§ The problem
Repeat the records below exactly as they appear.

Record extracts START

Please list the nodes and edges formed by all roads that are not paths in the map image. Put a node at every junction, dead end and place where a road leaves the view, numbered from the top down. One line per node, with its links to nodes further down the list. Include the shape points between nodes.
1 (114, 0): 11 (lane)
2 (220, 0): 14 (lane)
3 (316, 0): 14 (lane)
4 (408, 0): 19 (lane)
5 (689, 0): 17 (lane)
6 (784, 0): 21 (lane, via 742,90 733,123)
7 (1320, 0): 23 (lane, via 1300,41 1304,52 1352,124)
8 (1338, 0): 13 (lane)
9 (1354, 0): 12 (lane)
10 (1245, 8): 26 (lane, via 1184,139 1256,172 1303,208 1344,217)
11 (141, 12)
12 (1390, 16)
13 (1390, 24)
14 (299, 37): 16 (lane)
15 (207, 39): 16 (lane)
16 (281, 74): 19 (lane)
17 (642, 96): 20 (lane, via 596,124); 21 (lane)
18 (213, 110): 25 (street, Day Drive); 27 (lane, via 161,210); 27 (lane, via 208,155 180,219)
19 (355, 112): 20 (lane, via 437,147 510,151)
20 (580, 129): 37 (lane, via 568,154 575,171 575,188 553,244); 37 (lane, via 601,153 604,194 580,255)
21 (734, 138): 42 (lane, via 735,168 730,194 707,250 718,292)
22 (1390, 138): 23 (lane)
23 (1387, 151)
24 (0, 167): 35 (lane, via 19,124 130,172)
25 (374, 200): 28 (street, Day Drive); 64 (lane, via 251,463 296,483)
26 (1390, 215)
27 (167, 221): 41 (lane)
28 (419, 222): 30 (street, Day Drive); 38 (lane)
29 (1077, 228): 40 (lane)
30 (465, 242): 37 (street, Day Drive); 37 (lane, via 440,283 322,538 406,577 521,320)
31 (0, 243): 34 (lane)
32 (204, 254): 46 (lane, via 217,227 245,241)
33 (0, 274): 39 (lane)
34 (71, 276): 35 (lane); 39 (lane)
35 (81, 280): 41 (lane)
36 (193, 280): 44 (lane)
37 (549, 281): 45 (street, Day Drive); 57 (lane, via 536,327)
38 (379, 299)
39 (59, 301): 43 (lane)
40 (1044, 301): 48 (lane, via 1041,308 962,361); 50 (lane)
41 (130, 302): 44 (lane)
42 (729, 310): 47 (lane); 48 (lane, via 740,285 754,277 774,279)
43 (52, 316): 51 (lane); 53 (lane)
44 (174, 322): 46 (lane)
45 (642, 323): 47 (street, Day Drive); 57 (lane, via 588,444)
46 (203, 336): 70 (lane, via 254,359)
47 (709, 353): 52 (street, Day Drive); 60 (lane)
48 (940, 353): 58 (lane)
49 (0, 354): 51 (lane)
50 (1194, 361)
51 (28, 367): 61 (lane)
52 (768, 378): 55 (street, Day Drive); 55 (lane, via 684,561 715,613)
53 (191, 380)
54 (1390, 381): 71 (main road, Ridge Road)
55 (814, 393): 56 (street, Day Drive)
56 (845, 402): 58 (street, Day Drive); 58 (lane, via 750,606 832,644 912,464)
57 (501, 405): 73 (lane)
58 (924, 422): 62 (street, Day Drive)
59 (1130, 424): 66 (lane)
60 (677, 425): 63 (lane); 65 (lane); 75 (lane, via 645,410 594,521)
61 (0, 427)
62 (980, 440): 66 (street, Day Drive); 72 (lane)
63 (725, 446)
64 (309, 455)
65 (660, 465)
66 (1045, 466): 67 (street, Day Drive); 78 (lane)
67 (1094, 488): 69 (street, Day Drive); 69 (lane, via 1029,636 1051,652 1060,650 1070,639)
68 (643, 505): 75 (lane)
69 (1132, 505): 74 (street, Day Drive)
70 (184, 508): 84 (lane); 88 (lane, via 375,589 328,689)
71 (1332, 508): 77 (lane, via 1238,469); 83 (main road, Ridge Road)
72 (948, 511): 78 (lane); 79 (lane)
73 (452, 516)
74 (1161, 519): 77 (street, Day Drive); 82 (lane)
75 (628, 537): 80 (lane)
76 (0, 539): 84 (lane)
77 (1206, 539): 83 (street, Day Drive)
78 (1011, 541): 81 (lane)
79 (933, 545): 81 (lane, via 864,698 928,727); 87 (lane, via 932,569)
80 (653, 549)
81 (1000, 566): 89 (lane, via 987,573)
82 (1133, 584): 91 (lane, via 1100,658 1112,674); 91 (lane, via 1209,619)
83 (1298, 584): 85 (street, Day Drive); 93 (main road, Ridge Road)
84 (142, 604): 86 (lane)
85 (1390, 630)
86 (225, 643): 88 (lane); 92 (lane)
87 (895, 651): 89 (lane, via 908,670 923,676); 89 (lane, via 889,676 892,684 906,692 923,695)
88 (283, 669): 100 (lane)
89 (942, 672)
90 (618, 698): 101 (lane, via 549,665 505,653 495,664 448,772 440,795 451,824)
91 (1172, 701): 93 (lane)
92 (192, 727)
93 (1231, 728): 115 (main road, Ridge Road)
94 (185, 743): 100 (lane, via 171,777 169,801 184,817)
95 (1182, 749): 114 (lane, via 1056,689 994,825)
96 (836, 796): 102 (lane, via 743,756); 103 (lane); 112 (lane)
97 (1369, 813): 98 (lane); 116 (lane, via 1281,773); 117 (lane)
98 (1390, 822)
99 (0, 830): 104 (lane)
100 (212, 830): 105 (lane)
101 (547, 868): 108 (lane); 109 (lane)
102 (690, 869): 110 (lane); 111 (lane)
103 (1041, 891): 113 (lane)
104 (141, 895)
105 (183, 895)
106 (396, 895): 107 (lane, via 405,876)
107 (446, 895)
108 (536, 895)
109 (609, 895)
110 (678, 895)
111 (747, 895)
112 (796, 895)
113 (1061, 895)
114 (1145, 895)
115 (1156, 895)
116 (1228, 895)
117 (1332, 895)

Record extracts END

§ Answer space
Please list the nodes and edges formed by all roads that are not paths in the map image. Put a node at every junction, dead end and place where a road leaves the view, numbered from the top down. One line per node, with its links to nodes further down the list. Include the shape points between nodes.
1 (114, 0): 11 (lane)
2 (220, 0): 14 (lane)
3 (316, 0): 14 (lane)
4 (408, 0): 19 (lane)
5 (689, 0): 17 (lane)
6 (784, 0): 21 (lane, via 742,90 733,123)
7 (1320, 0): 23 (lane, via 1300,41 1304,52 1352,124)
8 (1338, 0): 13 (lane)
9 (1354, 0): 12 (lane)
10 (1245, 8): 26 (lane, via 1184,139 1256,172 1303,208 1344,217)
11 (141, 12)
12 (1390, 16)
13 (1390, 24)
14 (299, 37): 16 (lane)
15 (207, 39): 16 (lane)
16 (281, 74): 19 (lane)
17 (642, 96): 20 (lane, via 596,124); 21 (lane)
18 (213, 110): 25 (street, Day Drive); 27 (lane, via 161,210); 27 (lane, via 208,155 180,219)
19 (355, 112): 20 (lane, via 437,147 510,151)
20 (580, 129): 37 (lane, via 568,154 575,171 575,188 553,244); 37 (lane, via 601,153 604,194 580,255)
21 (734, 138): 42 (lane, via 735,168 730,194 707,250 718,292)
22 (1390, 138): 23 (lane)
23 (1387, 151)
24 (0, 167): 35 (lane, via 19,124 130,172)
25 (374, 200): 28 (street, Day Drive); 64 (lane, via 251,463 296,483)
26 (1390, 215)
27 (167, 221): 41 (lane)
28 (419, 222): 30 (street, Day Drive); 38 (lane)
29 (1077, 228): 40 (lane)
30 (465, 242): 37 (street, Day Drive); 37 (lane, via 440,283 322,538 406,577 521,320)
31 (0, 243): 34 (lane)
32 (204, 254): 46 (lane, via 217,227 245,241)
33 (0, 274): 39 (lane)
34 (71, 276): 35 (lane); 39 (lane)
35 (81, 280): 41 (lane)
36 (193, 280): 44 (lane)
37 (549, 281): 45 (street, Day Drive); 57 (lane, via 536,327)
38 (379, 299)
39 (59, 301): 43 (lane)
40 (1044, 301): 48 (lane, via 1041,308 962,361); 50 (lane)
41 (130, 302): 44 (lane)
42 (729, 310): 47 (lane); 48 (lane, via 740,285 754,277 774,279)
43 (52, 316): 51 (lane); 53 (lane)
44 (174, 322): 46 (lane)
45 (642, 323): 47 (street, Day Drive); 57 (lane, via 588,444)
46 (203, 336): 70 (lane, via 254,359)
47 (709, 353): 52 (street, Day Drive); 60 (lane)
48 (940, 353): 58 (lane)
49 (0, 354): 51 (lane)
50 (1194, 361)
51 (28, 367): 61 (lane)
52 (768, 378): 55 (street, Day Drive); 55 (lane, via 684,561 715,613)
53 (191, 380)
54 (1390, 381): 71 (main road, Ridge Road)
55 (814, 393): 56 (street, Day Drive)
56 (845, 402): 58 (street, Day Drive); 58 (lane, via 750,606 832,644 912,464)
57 (501, 405): 73 (lane)
58 (924, 422): 62 (street, Day Drive)
59 (1130, 424): 66 (lane)
60 (677, 425): 63 (lane); 65 (lane); 75 (lane, via 645,410 594,521)
61 (0, 427)
62 (980, 440): 66 (street, Day Drive); 72 (lane)
63 (725, 446)
64 (309, 455)
65 (660, 465)
66 (1045, 466): 67 (street, Day Drive); 78 (lane)
67 (1094, 488): 69 (street, Day Drive); 69 (lane, via 1029,636 1051,652 1060,650 1070,639)
68 (643, 505): 75 (lane)
69 (1132, 505): 74 (street, Day Drive)
70 (184, 508): 84 (lane); 88 (lane, via 375,589 328,689)
71 (1332, 508): 77 (lane, via 1238,469); 83 (main road, Ridge Road)
72 (948, 511): 78 (lane); 79 (lane)
73 (452, 516)
74 (1161, 519): 77 (street, Day Drive); 82 (lane)
75 (628, 537): 80 (lane)
76 (0, 539): 84 (lane)
77 (1206, 539): 83 (street, Day Drive)
78 (1011, 541): 81 (lane)
79 (933, 545): 81 (lane, via 864,698 928,727); 87 (lane, via 932,569)
80 (653, 549)
81 (1000, 566): 89 (lane, via 987,573)
82 (1133, 584): 91 (lane, via 1100,658 1112,674); 91 (lane, via 1209,619)
83 (1298, 584): 85 (street, Day Drive); 93 (main road, Ridge Road)
84 (142, 604): 86 (lane)
85 (1390, 630)
86 (225, 643): 88 (lane); 92 (lane)
87 (895, 651): 89 (lane, via 908,670 923,676); 89 (lane, via 889,676 892,684 906,692 923,695)
88 (283, 669): 100 (lane)
89 (942, 672)
90 (618, 698): 101 (lane, via 549,665 505,653 495,664 448,772 440,795 451,824)
91 (1172, 701): 93 (lane)
92 (192, 727)
93 (1231, 728): 115 (main road, Ridge Road)
94 (185, 743): 100 (lane, via 171,777 169,801 184,817)
95 (1182, 749): 114 (lane, via 1056,689 994,825)
96 (836, 796): 102 (lane, via 743,756); 103 (lane); 112 (lane)
97 (1369, 813): 98 (lane); 116 (lane, via 1281,773); 117 (lane)
98 (1390, 822)
99 (0, 830): 104 (lane)
100 (212, 830): 105 (lane)
101 (547, 868): 108 (lane); 109 (lane)
102 (690, 869): 110 (lane); 111 (lane)
103 (1041, 891): 113 (lane)
104 (141, 895)
105 (183, 895)
106 (396, 895): 107 (lane, via 405,876)
107 (446, 895)
108 (536, 895)
109 (609, 895)
110 (678, 895)
111 (747, 895)
112 (796, 895)
113 (1061, 895)
114 (1145, 895)
115 (1156, 895)
116 (1228, 895)
117 (1332, 895)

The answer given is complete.